Coburger Uraufführung: Aufrüttelnde Geschichte einer Radikalisierung
Autor: Jochen Berger
Coburg, Samstag, 25. Februar 2017
So erlebt das Publikum in der Coburger Reithalle die Uraufführung von Daniel Rattheis Jugendstück "Jihad Baby".
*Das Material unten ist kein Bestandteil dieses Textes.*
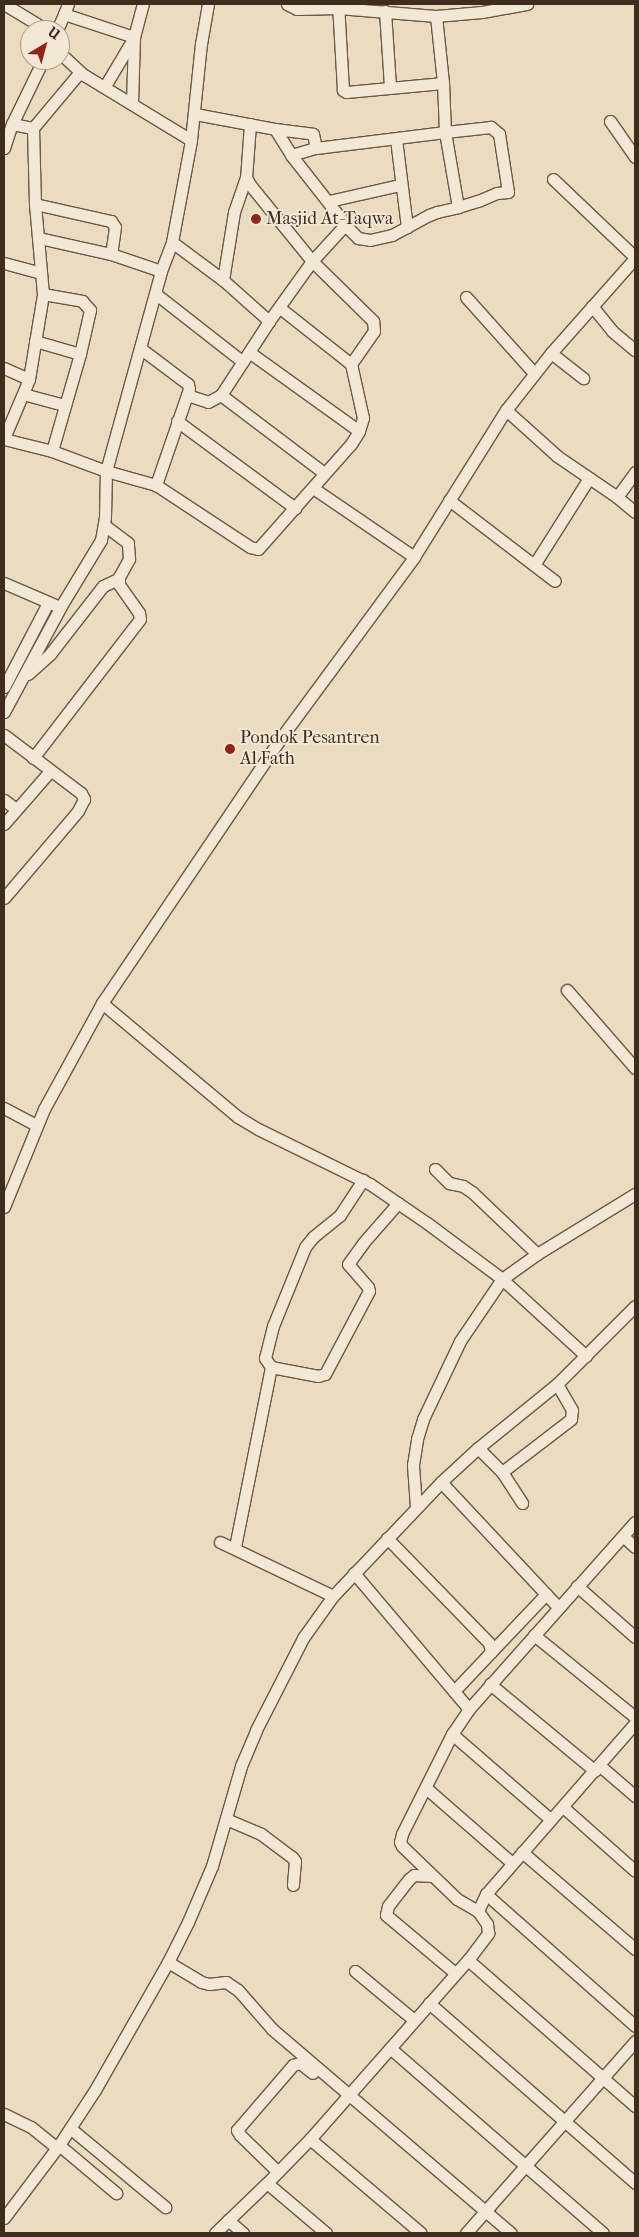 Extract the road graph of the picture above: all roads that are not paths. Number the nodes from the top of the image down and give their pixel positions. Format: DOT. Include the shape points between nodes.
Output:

Jona ist 16 Jahre alt und angewidert vom spießigen Leben, das seine Eltern führen. Jona ist angewidert von der moralisierenden Selbstgerechtigkeit seines Lehrers. Und Jona ist unglücklich verliebt - ausgerechnet in die Tochter seines Lehrers. Das könnte die Geschichte einer ganz normalen Pubertät sein. Alltäglich und irgendwie banal. Bei dem jungen Bühnenautor Daniel Ratthei aber wird daraus die Geschichte eines jungen Lebens, dessen Reise allzu früh in den Abgrund führt.
Fatale Sogwirkung
"Jihad Baby!" hat Ratthei sein Stück genannt, mit dem er die zweite Auflage des Coburger Forums für junge Autoren gewann - verbunden mit der Uraufführung in der Reithalle. Unheilvoll wummernde Klänge empfangen die Besucher und ziehen das Publikum hinein in ein Stück mit fataler Sogwirkung. Denn Jona gerät immer mehr unter den Einfluss seines muslimischen Freundes Musa, konvertiert zum Islam und verwandelt sich Schritt für Schritt in einen islamistischen Krieger, für den es kein Zurück mehr gibt.
Profis und Laien
Daniel Ratthei hat "Jihad Baby!" ursprünglich als Monologstück für einen Schauspieler angelegt. Maike Bouschen aber lässt die Figur des Jona von einem Darsteller-Septett aus Profis und talentierten Laien spielen. Dieser Regie-Ansatz erweist sich als glückliche Entscheidung, die die eigentlich allzu vorhersehbare Entwicklung des Stücks aufbricht. Ingo Paulick und Benjamin Hübner teilen sich die Rolle des Jona mit Darstellern des Jugendclubs und des Refugee-Projekts. Beeindruckend, mit welcher Intensität Paulick und Hübner diese Figur zum Bühnenleben erwecken. Beeindruckend, wie konzentriert und entschlossen sich Kevin Pojani, Luca Schenk, Ayman Shanana, Christof Stier und Dominik Tippelt einfügen in dieses Konzept und der Figur des Jona zusätzliche Facetten verleihen.
Das sichert dem Premierenabend in der ausverkauften Reithalle seine nachdrückliche Wirkung und verdientermaßen ausdauernden Beifall.